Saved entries
== Segment start ==

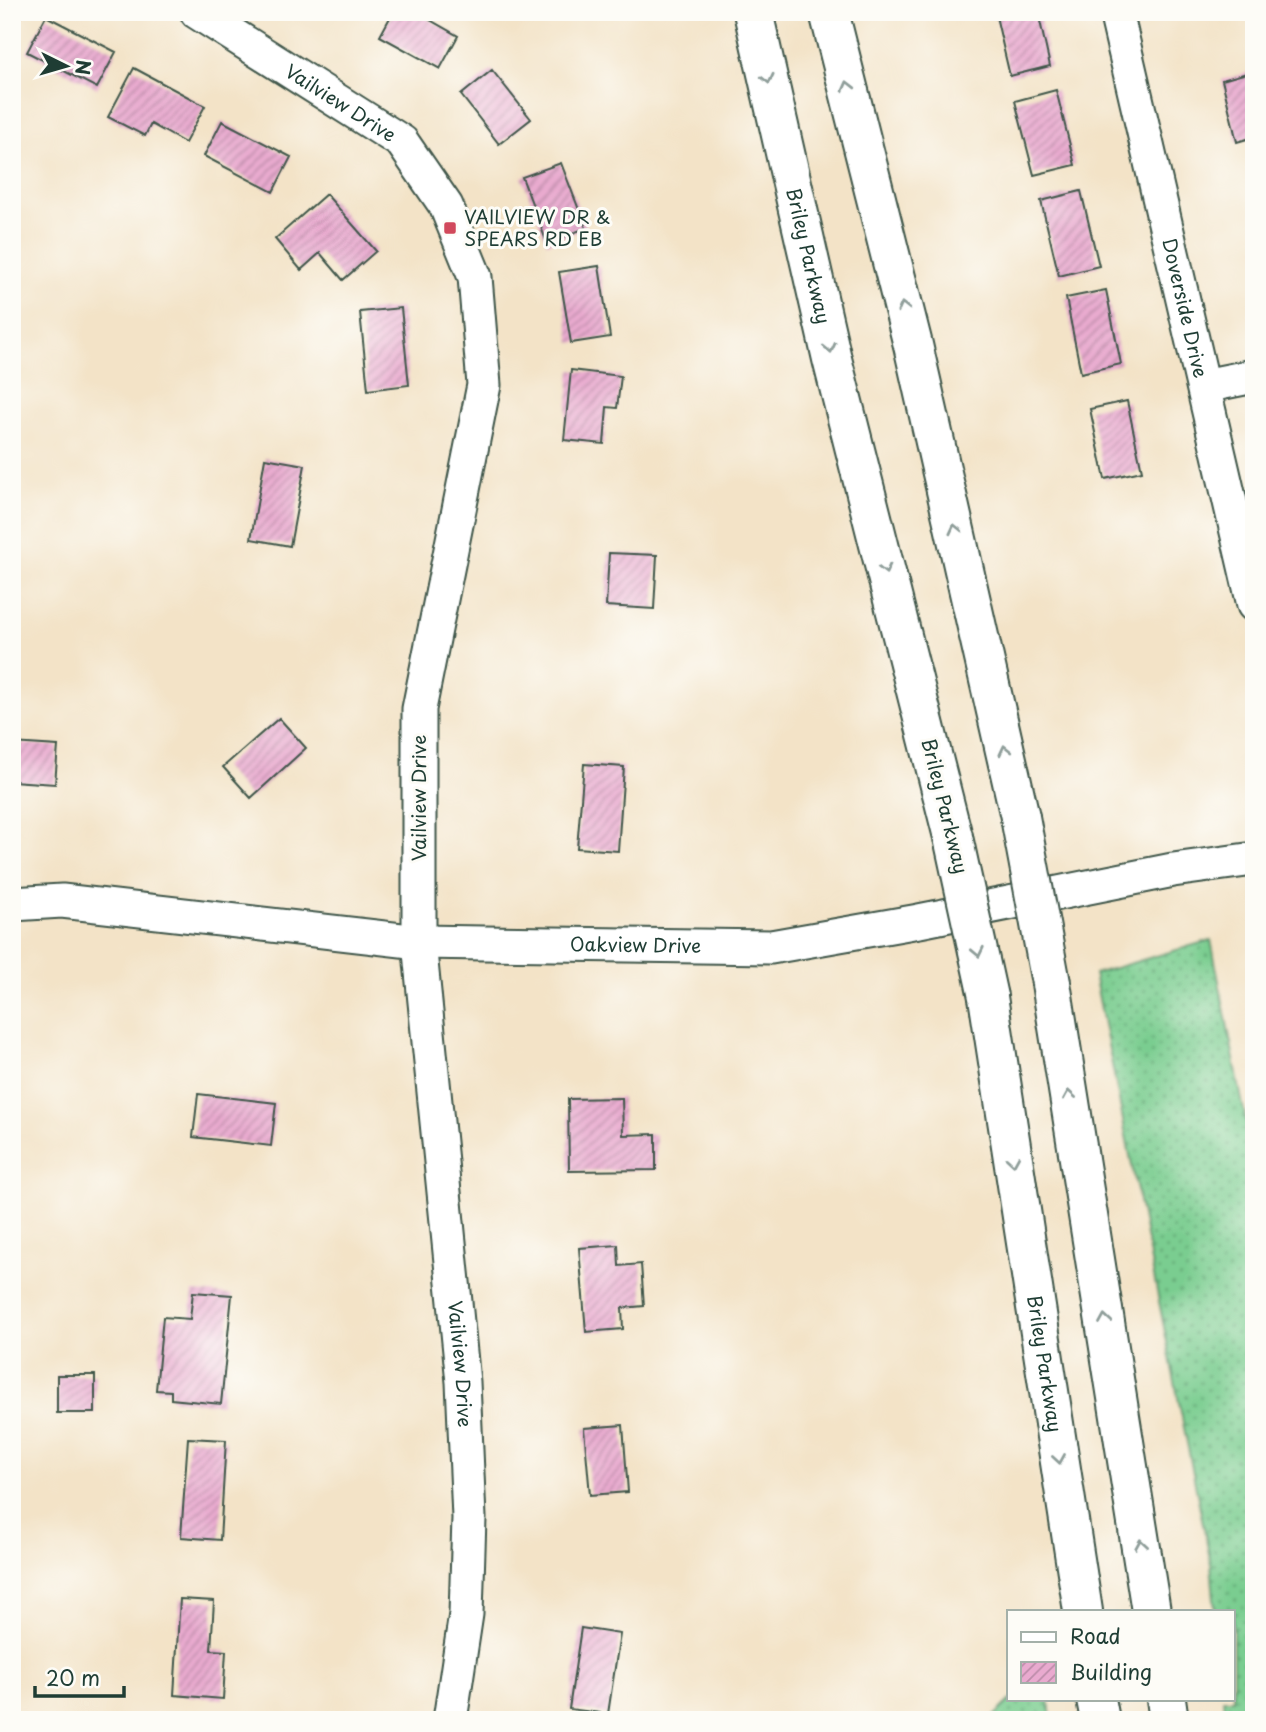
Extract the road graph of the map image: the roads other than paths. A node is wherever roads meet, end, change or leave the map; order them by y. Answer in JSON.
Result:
{"nodes":[{"id":1,"x":197,"y":12,"type":"edge"},
{"id":2,"x":753,"y":12,"type":"edge"},
{"id":3,"x":829,"y":12,"type":"edge"},
{"id":4,"x":1116,"y":12,"type":"edge"},
{"id":5,"x":1254,"y":376,"type":"edge"},
{"id":6,"x":1205,"y":386,"type":"junction"},
{"id":7,"x":1254,"y":605,"type":"edge"},
{"id":8,"x":1254,"y":859,"type":"edge"},
{"id":9,"x":12,"y":904,"type":"edge"},
{"id":10,"x":419,"y":942,"type":"junction"},
{"id":11,"x":1083,"y":1610,"type":"edge"},
{"id":12,"x":1152,"y":1610,"type":"edge"},
{"id":13,"x":1096,"y":1700,"type":"edge"},
{"id":14,"x":1166,"y":1700,"type":"edge"},
{"id":15,"x":450,"y":1720,"type":"edge"},
{"id":16,"x":1100,"y":1720,"type":"edge"},
{"id":17,"x":1169,"y":1720,"type":"edge"}],
"edges":[{"from":1,"to":10,"type":"street","name":"Vailview Drive"},
{"from":2,"to":11,"type":"highway","name":"Briley Parkway","one_way":true,"bridge":true},
{"from":12,"to":3,"type":"highway","one_way":true,"bridge":true},
{"from":4,"to":6,"type":"street","name":"Doverside Drive"},
{"from":5,"to":6,"type":"street"},
{"from":6,"to":7,"type":"street","name":"Doverside Drive"},
{"from":8,"to":10,"type":"street","name":"Oakview Drive"},
{"from":9,"to":10,"type":"street","name":"Oakview Drive"},
{"from":10,"to":15,"type":"street","name":"Vailview Drive"},
{"from":13,"to":16,"type":"highway"},
{"from":14,"to":17,"type":"highway"}]}
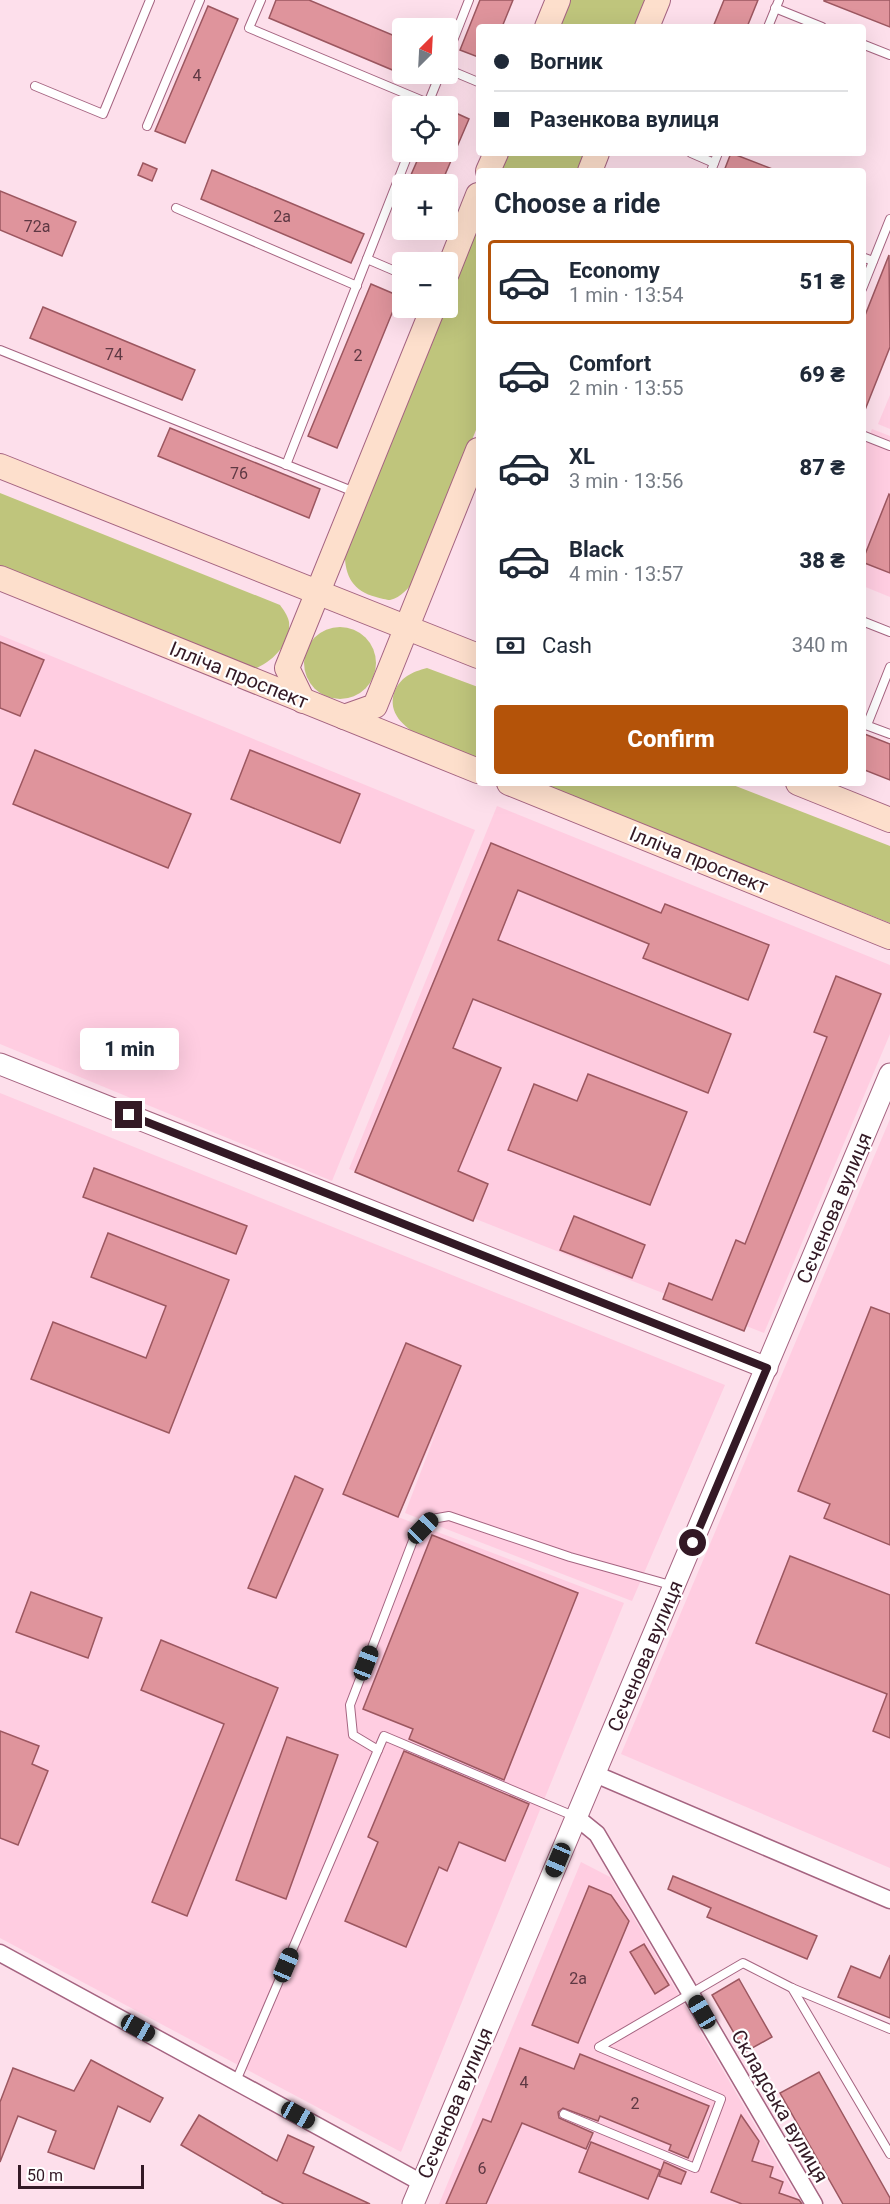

== Segment end ==

- [Work order]
Copy all the lines above that hold the string "street".

- [Task result]
"edges":[{"from":1,"to":10,"type":"street","name":"Vailview Drive"},
{"from":4,"to":6,"type":"street","name":"Doverside Drive"},
{"from":5,"to":6,"type":"street"},
{"from":6,"to":7,"type":"street","name":"Doverside Drive"},
{"from":8,"to":10,"type":"street","name":"Oakview Drive"},
{"from":9,"to":10,"type":"street","name":"Oakview Drive"},
{"from":10,"to":15,"type":"street","name":"Vailview Drive"},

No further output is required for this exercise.